I personally draw the line at plugins that try to set up entire workflows and take the human completely out of the loop. Those are next to useless imo for an engineer who knows what they are doing and are exactly how you end up with crappy code/products.

But to give my thoughts to your points I guess I just don't really care that I can't teach LLMs? It doesn't bother me because I do also still teach people, it's not one or the other.

On what you like about coding. I like that too, I still do it where I want to or where it is needed.

I agree with you on what parts are enjoyable but I guess I don't feel that I'm giving them up? I get to pick the problems I work on that way now. The only disagreement there is around 'clever' shortcuts. I get pleasure out of making things debuggable and traceable for humans.

I wish my odds at gambling were as high as they are with LLM generated code lol.

I do run into the whole 'this session was a waste, need to restart', but like once in a blue moon? Not nearly enough to turn me off from using LLMs daily.

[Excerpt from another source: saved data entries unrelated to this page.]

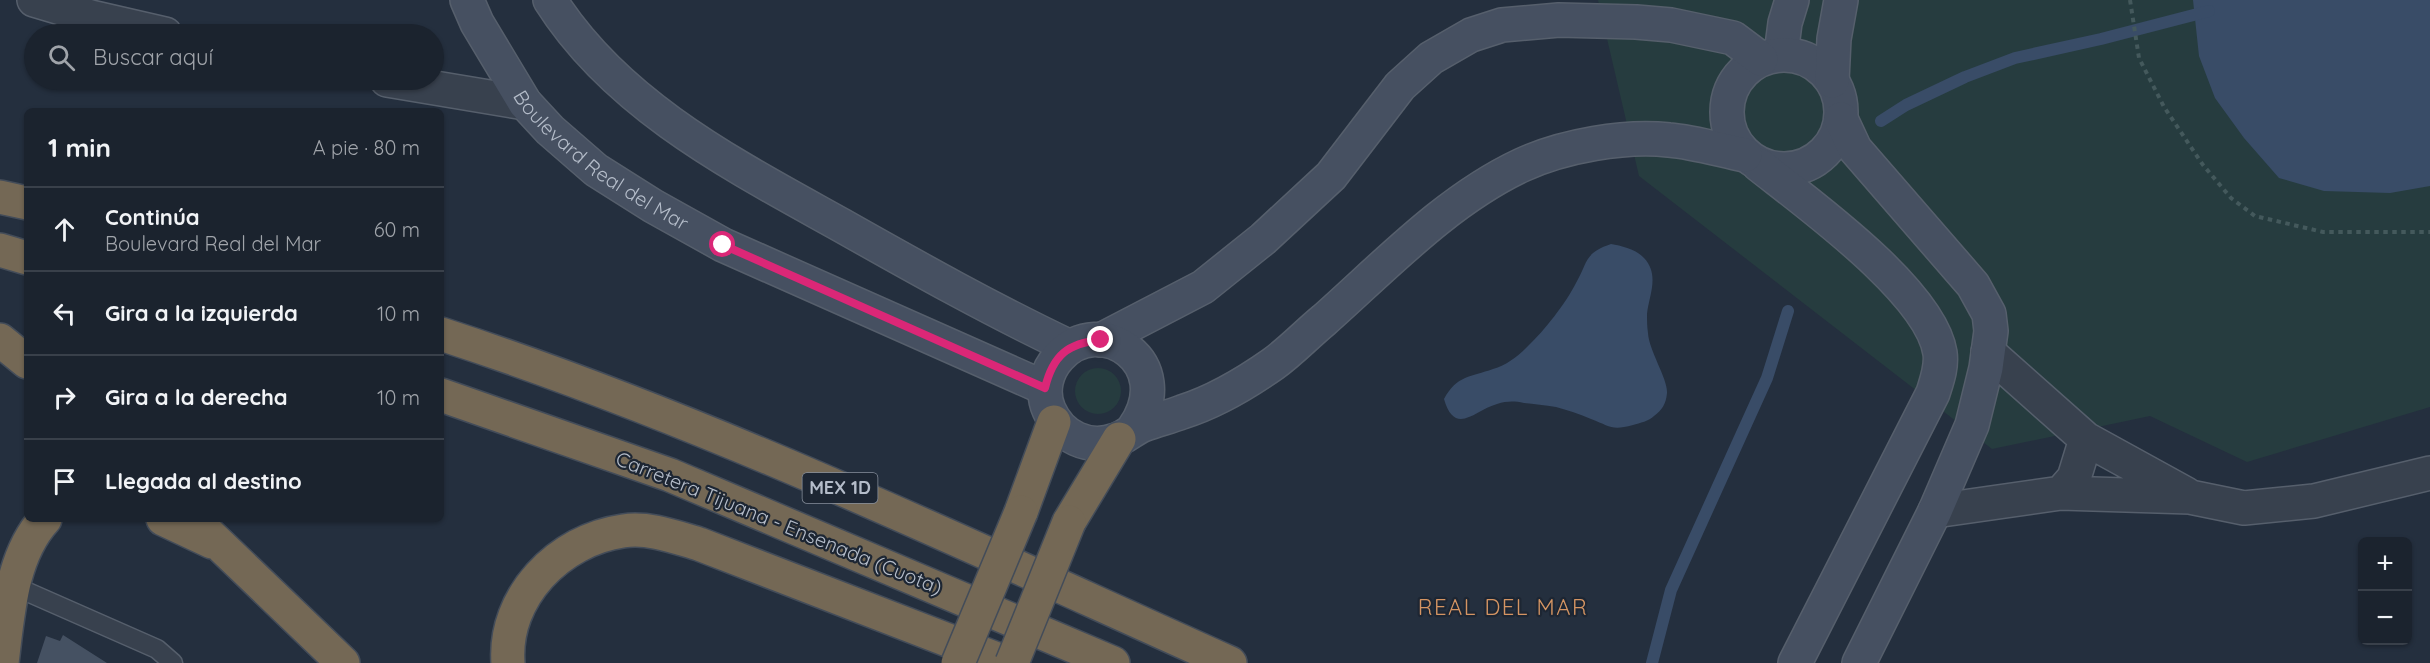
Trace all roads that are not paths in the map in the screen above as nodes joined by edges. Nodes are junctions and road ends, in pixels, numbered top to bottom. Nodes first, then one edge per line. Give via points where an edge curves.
1 (34, 0) edge
2 (467, 0) edge
3 (550, 0) edge
4 (1792, 0) edge
5 (1840, 0) edge
6 (121, 24) edge
7 (1771, 57) junction
8 (1832, 81) junction
9 (444, 90) edge
10 (525, 103) junction
11 (1841, 119) junction
12 (1752, 160) junction
13 (0, 197) edge
14 (24, 203) edge
15 (0, 249) edge
16 (24, 257) edge
17 (444, 335) edge
18 (0, 340) edge
19 (1101, 340) junction
20 (1070, 347) junction
21 (1988, 352) junction
22 (24, 360) edge
23 (1045, 388) junction
24 (444, 396) edge
25 (1054, 422) junction
26 (1127, 434) junction
27 (2086, 439) junction
28 (2430, 473) edge
29 (2061, 493) junction
30 (2190, 497) junction
31 (1935, 511) junction
32 (43, 522) edge
33 (169, 522) edge
34 (196, 522) edge
35 (222, 547) junction
36 (14, 586) junction
37 (2, 663) edge
38 (173, 663) edge
39 (343, 663) edge
40 (508, 663) edge
41 (958, 663) edge
42 (1009, 663) edge
43 (1113, 663) edge
44 (1230, 663) edge
45 (1795, 663) edge
46 (1858, 663) edge

1 - 6 street
2 - 10 street, Boulevard Real del Mar
3 - 20 street via 584,46 637,98 683,131 741,169 989,309
4 - 7 street
5 - 8 street
7 - 8 street via 1801,57 1819,66
7 - 12 street via 1744,70 1727,105 1733,141
7 - 19 street via 1733,38 1659,24 1559,20 1502,25 1471,35 1431,58 1400,86 1331,176 1263,239 1203,287
8 - 11 street via 1840,99
9 - 10 street
10 - 23 street, Boulevard Real del Mar via 596,170 723,245
11 - 12 street via 1832,144 1812,162 1778,170
11 - 21 street via 1855,148 1973,285 1989,314
12 - 26 street via 1668,140 1619,141 1574,148 1524,164 1481,186 1422,232 1275,363 1212,399
12 - 45 street via 1850,237 1918,305 1933,330 1940,353 1933,393
13 - 14 highway
15 - 16 highway
17 - 44 highway, MEX 1D via 523,361 806,474
18 - 22 highway
19 - 20 street
19 - 26 street via 1118,343 1132,353 1148,381 1149,399 1144,414
20 - 23 street via 1049,372
21 - 27 street
21 - 31 street via 1972,425
23 - 25 street
24 - 43 highway, Carretera Tijuana - Ensenada (Cuota) / MEX 1D via 670,475
25 - 26 street via 1084,442 1102,444
25 - 41 highway, bridge
26 - 42 highway, bridge via 1070,522
27 - 29 street via 2074,478
27 - 30 street
28 - 30 street via 2314,501 2244,508
29 - 30 street
29 - 31 street
31 - 46 street
32 - 36 highway via 28,541
33 - 35 highway
34 - 35 highway
35 - 39 highway
36 - 37 highway
36 - 38 lane via 157,649
40 - 42 highway via 509,632 521,600 555,560 580,542 624,531 658,532 699,544

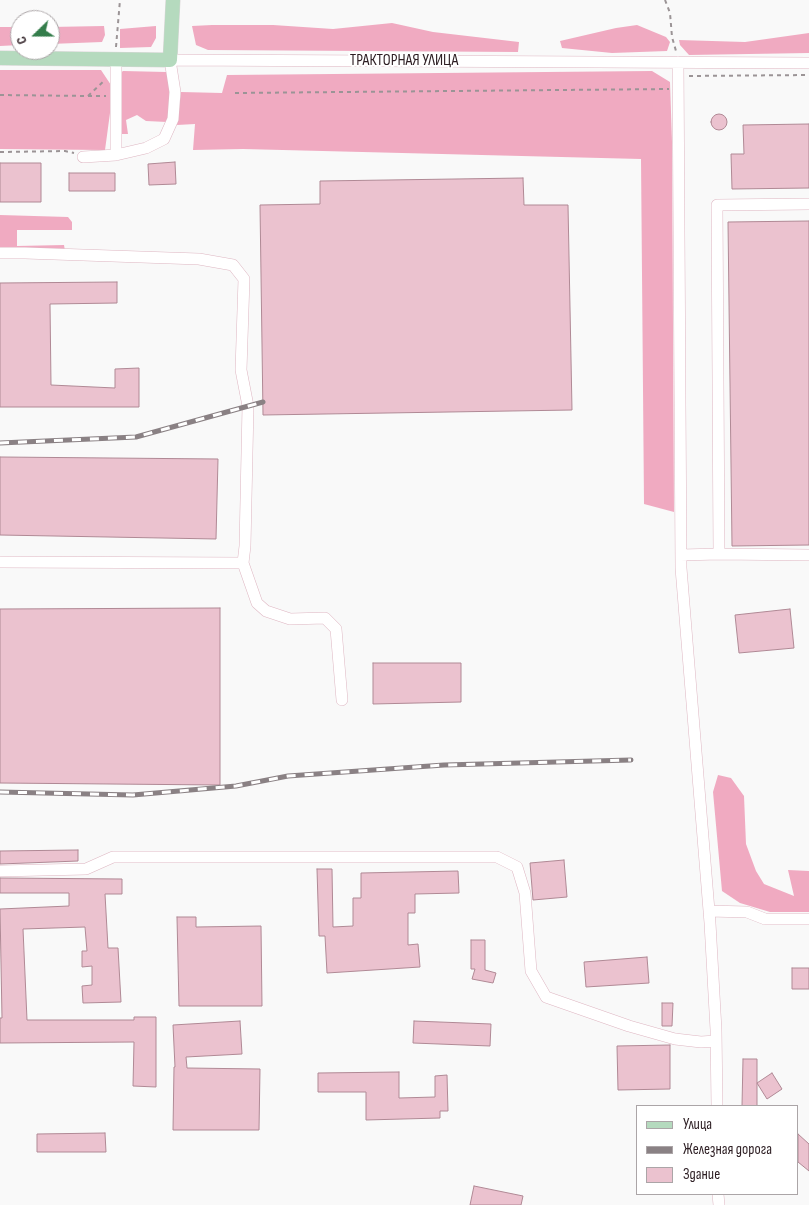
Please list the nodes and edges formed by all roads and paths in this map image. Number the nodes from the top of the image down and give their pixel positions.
1 (120, 0) edge
2 (174, 0) edge
3 (665, 0) edge
4 (116, 36) dead end
5 (0, 58) edge
6 (170, 60) junction
7 (678, 62) junction
8 (809, 63) edge
9 (116, 64) junction
10 (678, 75) junction
11 (809, 75) edge
12 (678, 88) junction
13 (235, 93) dead end
14 (0, 95) edge
15 (88, 96) junction
16 (115, 97) junction
17 (0, 152) edge
18 (116, 155) junction
19 (83, 157) joint
20 (809, 204) edge
21 (0, 253) edge
22 (719, 554) junction
23 (681, 555) junction
24 (809, 555) edge
25 (0, 562) edge
26 (243, 563) junction
27 (342, 700) dead end
28 (0, 871) edge
29 (709, 911) junction
30 (809, 919) edge
31 (716, 1041) junction
32 (717, 1105) edge

1 - 4 path
2 - 6 main road
3 - 7 path
5 - 9 main road, ТРАКТОРНАЯ УЛИЦА
6 - 7 street, ТРАКТОРНАЯ УЛИЦА
6 - 9 main road, ТРАКТОРНАЯ УЛИЦА
6 - 18 street
7 - 8 street, ТРАКТОРНАЯ УЛИЦА
7 - 10 street
9 - 15 path
9 - 16 street
10 - 11 path
10 - 12 street
12 - 13 path
12 - 23 street
14 - 15 path
15 - 16 path
16 - 18 street
17 - 19 path
18 - 19 street
20 - 22 street
21 - 26 street
22 - 23 street
22 - 24 street
23 - 29 street
25 - 26 street
26 - 27 street
28 - 31 street
29 - 30 street
29 - 31 street
31 - 32 street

On the teaching point again, my learnings around coding standards, architecture -> problem mapping, how to debug, are applied at the system prompt level and around a few key skill files, so when I say "implement ..." or "I'm seeing this behavior, where in the codebase is the most likely root cause? Why?" It does so close to how I would've done it.

I cannot speak for people who are using these things raw in the harnesses provided by the companies, or god forbid in the browser but you can definitely increase the odds of a good roll enough to be productive by changing the environment around the llm and to me that is the opposite of feeling helpless when it comes to LLMs.

I feel enabled to get more done, at my standards, on my time.